Hands-on Exercise 1B: Choropleth Mapping with R

Author

Goh Si Hui

Published

November 16, 2023

Modified

November 18, 2023

1 Overview

In this hands-on exercise, I will be sharing how to plot functional and truthful choropleth maps using an R package tmap.

2 Getting Started

2.1 Packages

For this exercise, we will be using tmap, sf and tidyverse packages.
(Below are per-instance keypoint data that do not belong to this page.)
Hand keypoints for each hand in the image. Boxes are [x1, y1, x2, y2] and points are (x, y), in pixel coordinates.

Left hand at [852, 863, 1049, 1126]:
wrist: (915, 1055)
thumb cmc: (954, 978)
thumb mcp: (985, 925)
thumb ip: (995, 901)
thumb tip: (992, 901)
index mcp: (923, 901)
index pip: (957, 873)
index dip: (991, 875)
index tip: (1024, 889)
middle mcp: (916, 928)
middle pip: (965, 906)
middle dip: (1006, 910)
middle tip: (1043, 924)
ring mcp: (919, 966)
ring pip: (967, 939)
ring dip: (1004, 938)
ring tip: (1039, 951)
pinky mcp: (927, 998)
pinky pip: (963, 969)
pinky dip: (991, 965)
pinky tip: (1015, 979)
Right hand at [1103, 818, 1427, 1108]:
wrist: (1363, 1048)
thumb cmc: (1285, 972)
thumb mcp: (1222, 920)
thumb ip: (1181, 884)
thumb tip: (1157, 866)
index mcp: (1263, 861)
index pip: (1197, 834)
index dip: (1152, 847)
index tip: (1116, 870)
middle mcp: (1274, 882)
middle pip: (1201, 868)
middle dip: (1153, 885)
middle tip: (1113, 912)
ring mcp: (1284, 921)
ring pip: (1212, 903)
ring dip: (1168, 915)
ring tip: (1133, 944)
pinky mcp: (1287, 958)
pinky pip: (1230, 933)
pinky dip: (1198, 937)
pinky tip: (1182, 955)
The code chunk below loads tmap, sf and tidyverse packages into R environment.

pacman::p_load(tmap, sf, tidyverse)
Note

We will be using the readr, tidyr and dplyr packages which are part of the tidyverse package.

2.2 Data Acquisition

The datasets we are using are downloaded from the following sources:

3 Importing Data

3.1 Importing Geospatial Data

The code chunk below uses st_read() function of sf package to import the planning subzones, which is a polygon feature data frame.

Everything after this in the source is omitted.